The current process for this is to dump a select portion of the atomspace into
a certain sqlite3 format, copy the sqlite3 to wherever, halt and restart the
link-grammar parser.  It ... "works"... its klunky.

BUT (another big) if AGI projects rely more on more on curated structured
databases statistically
built that are bigger than RAM ie. imagine wikidata put together out of
unstructured text that must be edited,
then I think a versioned atomspace and proper tooling makes sens (that is a
tool like wikibase).
A) I already have databases that don't fit into RAM.  The answer is that the
algos need to be designed to touch the data "locally" - fetch, modify, store.

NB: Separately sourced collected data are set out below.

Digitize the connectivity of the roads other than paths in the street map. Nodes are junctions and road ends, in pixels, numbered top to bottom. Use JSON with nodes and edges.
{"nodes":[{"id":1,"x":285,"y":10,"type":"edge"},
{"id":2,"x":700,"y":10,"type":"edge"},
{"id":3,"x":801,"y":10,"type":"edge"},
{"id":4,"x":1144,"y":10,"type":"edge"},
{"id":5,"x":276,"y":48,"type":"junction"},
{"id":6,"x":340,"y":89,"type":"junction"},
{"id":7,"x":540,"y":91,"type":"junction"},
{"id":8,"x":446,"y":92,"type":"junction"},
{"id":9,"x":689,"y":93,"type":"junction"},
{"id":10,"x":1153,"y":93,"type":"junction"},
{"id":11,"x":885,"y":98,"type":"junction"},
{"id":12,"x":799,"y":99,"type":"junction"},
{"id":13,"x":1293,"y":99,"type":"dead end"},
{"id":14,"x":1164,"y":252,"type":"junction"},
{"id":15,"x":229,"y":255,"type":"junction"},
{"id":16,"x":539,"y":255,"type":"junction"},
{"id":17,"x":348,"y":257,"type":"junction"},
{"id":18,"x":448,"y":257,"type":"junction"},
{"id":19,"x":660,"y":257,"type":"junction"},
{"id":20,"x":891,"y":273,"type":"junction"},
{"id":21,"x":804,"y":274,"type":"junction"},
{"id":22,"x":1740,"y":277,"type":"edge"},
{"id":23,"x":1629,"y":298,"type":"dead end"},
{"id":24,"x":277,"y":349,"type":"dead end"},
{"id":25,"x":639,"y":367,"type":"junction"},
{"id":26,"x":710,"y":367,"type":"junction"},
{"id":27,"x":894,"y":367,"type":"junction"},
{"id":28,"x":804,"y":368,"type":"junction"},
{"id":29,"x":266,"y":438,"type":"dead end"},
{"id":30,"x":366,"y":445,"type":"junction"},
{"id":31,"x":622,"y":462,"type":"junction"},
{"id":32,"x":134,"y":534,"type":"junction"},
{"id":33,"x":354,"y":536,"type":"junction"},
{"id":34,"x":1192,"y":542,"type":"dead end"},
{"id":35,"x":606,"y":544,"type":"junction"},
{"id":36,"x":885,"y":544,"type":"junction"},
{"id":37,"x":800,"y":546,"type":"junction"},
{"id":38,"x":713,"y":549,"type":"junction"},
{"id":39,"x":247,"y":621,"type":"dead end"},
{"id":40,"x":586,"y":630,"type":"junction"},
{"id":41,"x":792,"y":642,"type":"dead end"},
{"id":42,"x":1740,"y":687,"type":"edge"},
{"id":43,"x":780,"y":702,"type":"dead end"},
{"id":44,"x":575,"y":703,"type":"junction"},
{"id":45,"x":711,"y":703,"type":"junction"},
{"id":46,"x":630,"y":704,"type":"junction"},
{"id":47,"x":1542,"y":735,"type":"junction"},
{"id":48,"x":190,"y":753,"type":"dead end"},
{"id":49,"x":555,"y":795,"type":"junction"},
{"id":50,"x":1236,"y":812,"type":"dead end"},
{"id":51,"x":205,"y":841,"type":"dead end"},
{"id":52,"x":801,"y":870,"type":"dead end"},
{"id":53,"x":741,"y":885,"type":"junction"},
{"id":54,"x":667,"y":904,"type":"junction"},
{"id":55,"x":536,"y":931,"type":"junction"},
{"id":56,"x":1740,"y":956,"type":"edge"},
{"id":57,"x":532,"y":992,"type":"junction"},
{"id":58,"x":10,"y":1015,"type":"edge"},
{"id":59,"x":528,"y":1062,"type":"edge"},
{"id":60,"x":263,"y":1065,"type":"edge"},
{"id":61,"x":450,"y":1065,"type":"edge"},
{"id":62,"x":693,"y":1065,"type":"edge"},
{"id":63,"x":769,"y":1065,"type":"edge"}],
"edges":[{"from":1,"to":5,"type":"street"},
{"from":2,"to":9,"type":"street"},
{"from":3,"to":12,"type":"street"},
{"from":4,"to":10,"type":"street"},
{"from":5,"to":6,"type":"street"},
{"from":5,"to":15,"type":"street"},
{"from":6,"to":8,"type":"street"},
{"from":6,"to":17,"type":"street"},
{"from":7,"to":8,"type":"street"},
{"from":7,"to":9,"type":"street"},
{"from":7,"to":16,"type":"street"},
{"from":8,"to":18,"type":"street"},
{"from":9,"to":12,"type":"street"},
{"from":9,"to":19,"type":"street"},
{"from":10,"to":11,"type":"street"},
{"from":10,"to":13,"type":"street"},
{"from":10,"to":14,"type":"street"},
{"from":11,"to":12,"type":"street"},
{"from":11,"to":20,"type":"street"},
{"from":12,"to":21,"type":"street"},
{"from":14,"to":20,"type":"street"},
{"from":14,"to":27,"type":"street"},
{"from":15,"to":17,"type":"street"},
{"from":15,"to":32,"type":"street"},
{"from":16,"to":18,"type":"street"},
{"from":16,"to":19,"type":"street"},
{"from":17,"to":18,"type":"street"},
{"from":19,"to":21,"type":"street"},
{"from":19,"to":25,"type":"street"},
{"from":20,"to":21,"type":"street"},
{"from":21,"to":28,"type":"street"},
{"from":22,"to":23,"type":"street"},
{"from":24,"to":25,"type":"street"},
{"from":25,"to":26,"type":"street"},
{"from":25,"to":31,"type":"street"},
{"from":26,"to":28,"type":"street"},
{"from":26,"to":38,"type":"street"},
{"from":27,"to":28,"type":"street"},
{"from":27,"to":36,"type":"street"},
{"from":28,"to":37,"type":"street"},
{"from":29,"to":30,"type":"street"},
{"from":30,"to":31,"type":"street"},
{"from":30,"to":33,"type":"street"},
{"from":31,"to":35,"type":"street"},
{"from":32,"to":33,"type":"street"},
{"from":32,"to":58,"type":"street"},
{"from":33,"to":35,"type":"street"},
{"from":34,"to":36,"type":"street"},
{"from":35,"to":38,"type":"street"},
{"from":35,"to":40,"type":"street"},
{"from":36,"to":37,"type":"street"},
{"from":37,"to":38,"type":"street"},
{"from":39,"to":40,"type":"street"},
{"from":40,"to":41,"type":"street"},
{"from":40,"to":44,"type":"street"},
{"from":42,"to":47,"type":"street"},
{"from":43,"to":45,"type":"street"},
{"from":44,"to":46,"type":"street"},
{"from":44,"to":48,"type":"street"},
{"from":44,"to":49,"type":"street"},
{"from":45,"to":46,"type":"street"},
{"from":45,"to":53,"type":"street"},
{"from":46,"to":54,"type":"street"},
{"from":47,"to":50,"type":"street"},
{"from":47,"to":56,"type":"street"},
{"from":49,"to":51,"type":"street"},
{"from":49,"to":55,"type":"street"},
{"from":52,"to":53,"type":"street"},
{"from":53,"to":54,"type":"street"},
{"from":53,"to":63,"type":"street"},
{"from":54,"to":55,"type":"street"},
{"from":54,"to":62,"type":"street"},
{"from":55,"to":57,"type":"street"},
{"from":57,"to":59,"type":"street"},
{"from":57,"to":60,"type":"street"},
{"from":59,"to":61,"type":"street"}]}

B) I am deeply distrustful of "curated data", at the low level. In my
experience,
it sucks, and I also believe that it is possible to do much better than curated
data, using automatic algos, and that this is "not that hard" Apparently, no
one believes me, so I still have to prove that it can be done.

C) Versioning is a non-issue for the atomspace. We've already got the needed
technology for versioning: e.g. the ContextLink,  the AtTimeLink.  No new
code needs to be written to get versioning.  What is needed, is the use-case,
the actual fooling-with-it scenario.

Just to be clear: I am not anymore planning to replace atomspace anytime
soon.
I am.  See https://github.com/opencog/atomspace/issues/1502  for details.

Apache Ignite might be the way to go.

You invested too much
in the atomspace and are moving toward more integration with the atomspace
that it makes that
unimaginable.
Its very imaginable. The atomspace is both an API and an implementation.
We can keep the API and discard the implementation.

Also, the only improvement would be easier workflows instead
for instance of dumping
the atomspace in wikibase, editing it there, and dumping it again and
loading it in atomspace which is not
a workflow that is in current practice AFAIK. (also wikibase is not a good
tool to edit arbitrary graphs)
Ah, jeez.  Do you think that google dumps the graph of the internet into
some tool, and then individual humans run around, and edit it node by node?
Like "gee, I should adjust the search ranking for xyz to include http:abc.com
at search rank 2 instead of search rank 3" ... Of course not.

Instead, teams of humans develop algorithms that then perform the edits
automatically, taking millions of cpu-hours on cloud servers.

It is absurd to think that we are going to use human beings to convert the
knowledge of wikipedia into hand-curated triples of the form
"Kennedy#94724379 was#82934872 presisdent#8923423" and then
power some A(G)I with such hand-curated data.  This strikes me as
the ultimate folly, but it seems like the RDF community is chasing this
folly with all its might.

The goal of the atomspace is to allow automated workflows that ingest
and alter data and convert it into formats that other algorithms can act on,
in turn.  The goal of the atomspace is to eliminate human-curated datasets.